Christian existentialism relies on Kierkegaard's understanding of Christianity. Kierkegaard addressed themes such as authenticity, anxiety, love, and the irrationality and subjectivity of faith, rejecting efforts to contain God in an objective, logical system. To Kierkegaard, the focus of theology was on the individual grappling with subjective truth rather than a set of objective claims – a point he demonstrated by often writing under pseudonyms that had different points of view. He contended that each person must make independent choices, which then constitute his or her existence. Each person suffers from the anguish of indecision (whether knowingly or unknowingly) until committing to a way to live. Kierkegaard posited three stages of human existence: the aesthetic, the ethical, and the religious, the latter coming after what is often called the leap of faith. Kierkegaard argued that the universe is fundamentally paradoxical, and that its greatest paradox is the transcendent union of God and humans in the person of Jesus Christ. He also posited having a personal relationship with God that supersedes all prescribed moralities, social structures and communal norms, since he asserted that following social conventions is essentially a personal aesthetic choice made by individuals.

==Major premises==
One of the major premises of Kierkegaardian Christian existentialism entails calling the masses back to a more genuine form of Christianity. This form is often identified with some notion of Early Christianity, which mostly existed during the first three centuries after Christ's crucifixion. Beginning with the Edict of Milan, which was issued by Roman Emperor Constantine I in AD 313, Christianity enjoyed a level of popularity among Romans and later among other Europeans. And yet Kierkegaard asserted that by the 19th century, the ultimate meaning of New Testament Christianity (agape, mercy and loving-kindness) had become perverted, and Christianity had deviated considerably from its original threefold message of grace, humility, and love.
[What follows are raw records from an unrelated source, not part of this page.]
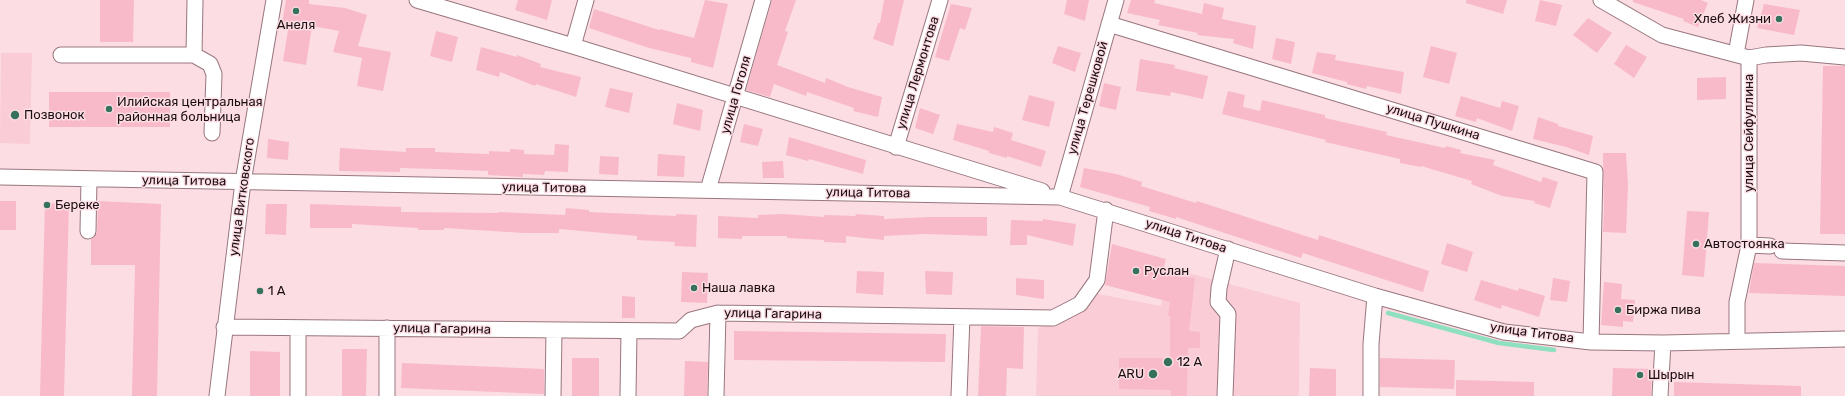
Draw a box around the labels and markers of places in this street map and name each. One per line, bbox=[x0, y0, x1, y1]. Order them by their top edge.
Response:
marker: Анеля bbox=[291, 6, 301, 16]
place label: Хлеб Жизни bbox=[1694, 11, 1771, 27]
marker: Хлеб Жизни bbox=[1774, 14, 1784, 24]
place label: Анеля bbox=[277, 17, 315, 33]
place label: Илийская центральная районная больница bbox=[117, 94, 263, 125]
marker: Илийская центральная районная больница bbox=[104, 104, 114, 114]
place label: Позвонок bbox=[24, 107, 85, 123]
marker: Позвонок bbox=[9, 109, 21, 121]
place label: Береке bbox=[55, 197, 100, 213]
marker: Береке bbox=[42, 200, 52, 210]
place label: Автостоянка bbox=[1704, 236, 1785, 252]
marker: Автостоянка bbox=[1691, 239, 1701, 249]
place label: Руслан bbox=[1144, 263, 1189, 279]
marker: Руслан bbox=[1131, 266, 1141, 276]
place label: Наша лавка bbox=[702, 280, 775, 296]
place label: 1 А bbox=[268, 283, 285, 299]
marker: Наша лавка bbox=[689, 283, 699, 293]
marker: 1 А bbox=[255, 286, 265, 296]
place label: Биржа пива bbox=[1626, 302, 1701, 318]
marker: Биржа пива bbox=[1613, 305, 1623, 315]
place label: 12 А bbox=[1177, 354, 1202, 370]
marker: 12 А bbox=[1162, 356, 1174, 368]
place label: ARU bbox=[1118, 366, 1144, 382]
place label: Шырын bbox=[1648, 367, 1695, 383]
marker: ARU bbox=[1147, 368, 1159, 380]
marker: Шырын bbox=[1635, 370, 1645, 380]

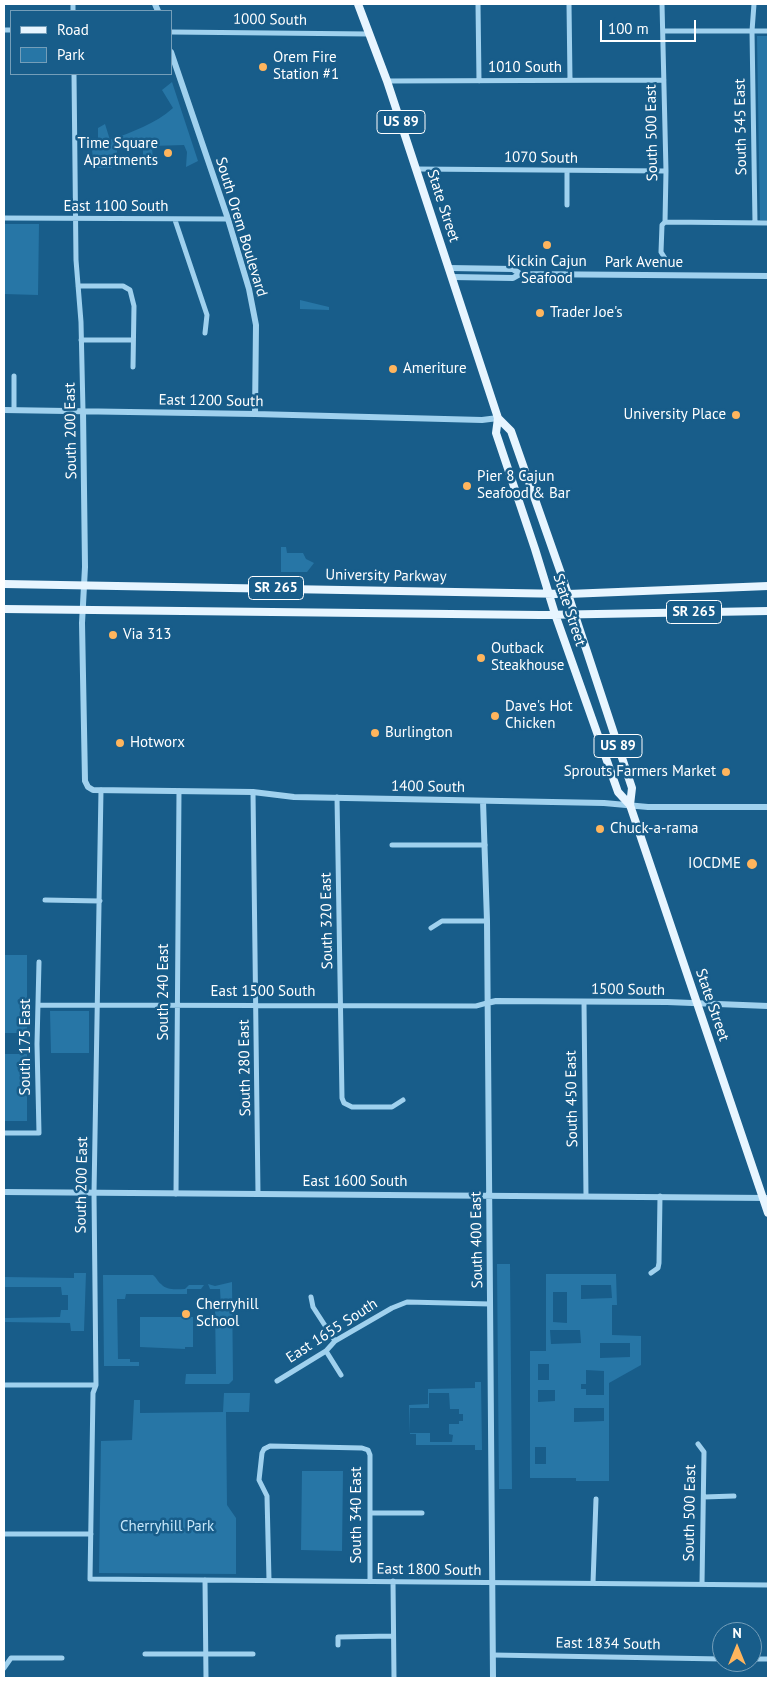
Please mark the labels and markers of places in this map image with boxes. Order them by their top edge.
place label: Orem Fire Station #1 [273,49,339,84]
marker: Orem Fire Station #1 [257,61,269,73]
place label: Time Square Apartments [78,135,158,170]
marker: Time Square Apartments [162,147,174,159]
marker: Kickin Cajun Seafood [541,239,553,251]
place label: Kickin Cajun Seafood [507,253,587,288]
place label: Trader Joe's [550,304,623,322]
marker: Trader Joe's [534,307,546,319]
place label: Ameriture [403,360,467,378]
marker: Ameriture [387,363,399,375]
place label: University Place [624,406,726,424]
marker: University Place [730,409,742,421]
place label: Pier 8 Cajun Seafood & Bar [477,468,570,503]
marker: Pier 8 Cajun Seafood & Bar [461,480,473,492]
place label: Via 313 [123,626,172,644]
marker: Via 313 [107,629,119,641]
place label: Outback Steakhouse [491,640,564,675]
marker: Outback Steakhouse [475,652,487,664]
place label: Dave's Hot Chicken [505,698,573,733]
marker: Dave's Hot Chicken [489,710,501,722]
place label: Burlington [385,724,453,742]
marker: Burlington [369,727,381,739]
place label: Hotworx [130,734,185,752]
marker: Hotworx [114,737,126,749]
place label: Sprouts Farmers Market [564,763,716,781]
marker: Sprouts Farmers Market [720,766,732,778]
place label: Chuck-a-rama [610,820,699,838]
marker: Chuck-a-rama [594,823,606,835]
place label: IOCDME [688,855,741,873]
marker: IOCDME [745,857,759,871]
place label: Cherryhill School [196,1296,259,1331]
marker: Cherryhill School [180,1308,192,1320]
Another major premise of Kierkegaardian Christian existentialism involves Kierkegaard's conception of God and Love. For the most part, Kierkegaard equates God with Love. Thus, when a person engages in the act of loving, he is in effect achieving an aspect of the divine. Kierkegaard also viewed the individual as a necessary synthesis of both finite and infinite elements. Therefore, when an individual does not come to a full realization of his infinite side, he is said to be in despair. For many contemporary Christian theologians, the notion of despair can be viewed as sin. However, to Kierkegaard, a man sinned when he was exposed to this idea of despair and chose a path other than one in accordance with God's will.

A final major premise of Kierkegaardian Christian existentialism entails the systematic undoing of evil acts. Kierkegaard asserted that once an action had been completed, it should be evaluated in the face of God, for holding oneself up to divine scrutiny was the only way to judge one's actions. Because actions constitute the manner in which something is deemed good or bad, one must be constantly conscious of the potential consequences of his actions. Kierkegaard believed that the choice for goodness ultimately came down to each individual. Yet Kierkegaard also foresaw the potential limiting of choices for individuals who fell into despair.

==The Bible==
Christian Existentialism often refers to what it calls the indirect style of Christ's teachings, which it considers to be a distinctive and important aspect of his ministry. Christ's point, it says, is often left unsaid in any particular parable or saying, to permit each individual to confront the truth on his own. This is particularly evident in (but is certainly not limited to) his parables; for example in the Gospel of Matthew. A good example of indirect communication in the Old Testament is the story of David and Nathan in .

An existential reading of the Bible demands that the reader recognize that he is an existing subject, studying the words that God communicates to him personally. This is in contrast to looking at a collection of truths which are outside and unrelated to the reader. Such a reader is not obligated to follow the commandments as if an external agent is forcing them upon him, but as though they are inside him and guiding him internally. This is the task Kierkegaard takes up when he asks: "Who has the more difficult task: the teacher who lectures on earnest things a meteor's distance from everyday life, or the learner who should put it to use?" Existentially speaking, the Bible doesn't become an authority in a person's life until they permit the Bible to be their personal authority.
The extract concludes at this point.